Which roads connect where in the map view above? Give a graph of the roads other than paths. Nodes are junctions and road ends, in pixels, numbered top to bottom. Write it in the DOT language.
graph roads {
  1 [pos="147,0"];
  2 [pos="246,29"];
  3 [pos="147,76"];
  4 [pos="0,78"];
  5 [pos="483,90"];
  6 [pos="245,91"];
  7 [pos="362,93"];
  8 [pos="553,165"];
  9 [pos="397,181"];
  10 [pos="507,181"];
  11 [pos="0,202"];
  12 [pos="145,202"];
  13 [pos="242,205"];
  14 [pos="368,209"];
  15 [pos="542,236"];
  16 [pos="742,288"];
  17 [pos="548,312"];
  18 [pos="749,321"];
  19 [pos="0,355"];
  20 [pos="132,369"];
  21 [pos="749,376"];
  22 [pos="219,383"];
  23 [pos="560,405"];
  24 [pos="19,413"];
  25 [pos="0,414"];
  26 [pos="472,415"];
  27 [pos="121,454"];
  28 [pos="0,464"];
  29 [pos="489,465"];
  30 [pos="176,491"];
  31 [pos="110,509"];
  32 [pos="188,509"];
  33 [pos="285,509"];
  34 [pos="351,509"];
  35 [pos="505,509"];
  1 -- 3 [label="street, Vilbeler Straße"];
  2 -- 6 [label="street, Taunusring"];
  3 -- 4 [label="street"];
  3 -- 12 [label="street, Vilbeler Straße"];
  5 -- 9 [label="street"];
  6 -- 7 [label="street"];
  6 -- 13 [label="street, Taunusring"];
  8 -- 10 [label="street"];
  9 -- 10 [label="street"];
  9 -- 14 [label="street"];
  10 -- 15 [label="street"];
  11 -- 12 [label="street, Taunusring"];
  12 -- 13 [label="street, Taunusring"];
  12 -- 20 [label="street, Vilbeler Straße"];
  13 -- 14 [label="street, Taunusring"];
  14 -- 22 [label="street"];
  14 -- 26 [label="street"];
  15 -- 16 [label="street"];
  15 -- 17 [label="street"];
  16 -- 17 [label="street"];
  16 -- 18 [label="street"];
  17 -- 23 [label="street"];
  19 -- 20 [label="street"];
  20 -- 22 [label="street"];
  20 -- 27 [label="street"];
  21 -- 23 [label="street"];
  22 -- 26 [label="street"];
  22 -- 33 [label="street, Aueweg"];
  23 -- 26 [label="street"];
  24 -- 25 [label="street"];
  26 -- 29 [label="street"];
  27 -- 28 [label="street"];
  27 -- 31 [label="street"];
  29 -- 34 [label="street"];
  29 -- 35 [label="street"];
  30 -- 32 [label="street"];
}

★ ★ ★ ★ ★ ★ ★

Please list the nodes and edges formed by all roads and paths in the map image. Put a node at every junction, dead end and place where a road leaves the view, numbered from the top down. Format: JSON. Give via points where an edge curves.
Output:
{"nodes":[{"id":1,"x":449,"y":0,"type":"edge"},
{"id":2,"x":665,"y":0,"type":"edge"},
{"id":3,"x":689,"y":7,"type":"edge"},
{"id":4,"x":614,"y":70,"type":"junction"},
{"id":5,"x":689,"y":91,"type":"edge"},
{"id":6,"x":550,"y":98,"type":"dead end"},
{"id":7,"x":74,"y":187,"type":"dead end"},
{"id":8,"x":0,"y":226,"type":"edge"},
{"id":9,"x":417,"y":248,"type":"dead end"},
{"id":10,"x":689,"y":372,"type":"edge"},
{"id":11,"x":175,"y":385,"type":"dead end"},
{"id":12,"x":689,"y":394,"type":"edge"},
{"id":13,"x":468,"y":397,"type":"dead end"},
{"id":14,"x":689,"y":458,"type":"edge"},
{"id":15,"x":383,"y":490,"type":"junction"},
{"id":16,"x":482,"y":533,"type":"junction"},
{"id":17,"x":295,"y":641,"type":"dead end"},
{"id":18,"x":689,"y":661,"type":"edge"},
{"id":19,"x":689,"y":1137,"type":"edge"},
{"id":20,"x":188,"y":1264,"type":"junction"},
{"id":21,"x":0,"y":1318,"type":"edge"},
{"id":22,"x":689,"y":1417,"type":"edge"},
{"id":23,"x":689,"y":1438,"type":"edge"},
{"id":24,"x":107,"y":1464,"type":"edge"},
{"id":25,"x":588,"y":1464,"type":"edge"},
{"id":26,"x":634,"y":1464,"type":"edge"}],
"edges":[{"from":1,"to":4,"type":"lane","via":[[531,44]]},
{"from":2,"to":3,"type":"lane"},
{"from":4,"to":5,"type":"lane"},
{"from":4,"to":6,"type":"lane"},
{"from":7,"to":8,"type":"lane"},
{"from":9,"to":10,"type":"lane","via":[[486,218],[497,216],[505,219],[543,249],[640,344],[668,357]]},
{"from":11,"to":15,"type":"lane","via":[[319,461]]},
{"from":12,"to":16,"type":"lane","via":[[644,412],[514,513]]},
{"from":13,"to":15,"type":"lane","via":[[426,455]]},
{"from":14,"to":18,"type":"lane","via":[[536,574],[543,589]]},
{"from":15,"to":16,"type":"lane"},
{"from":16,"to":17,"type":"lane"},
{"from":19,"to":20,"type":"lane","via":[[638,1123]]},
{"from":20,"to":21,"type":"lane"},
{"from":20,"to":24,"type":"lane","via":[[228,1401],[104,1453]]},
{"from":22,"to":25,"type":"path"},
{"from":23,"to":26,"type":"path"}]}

★ ★ ★ ★ ★ ★ ★

Compute the number of lines in the records that contain the string "graph", and return that number alone.

2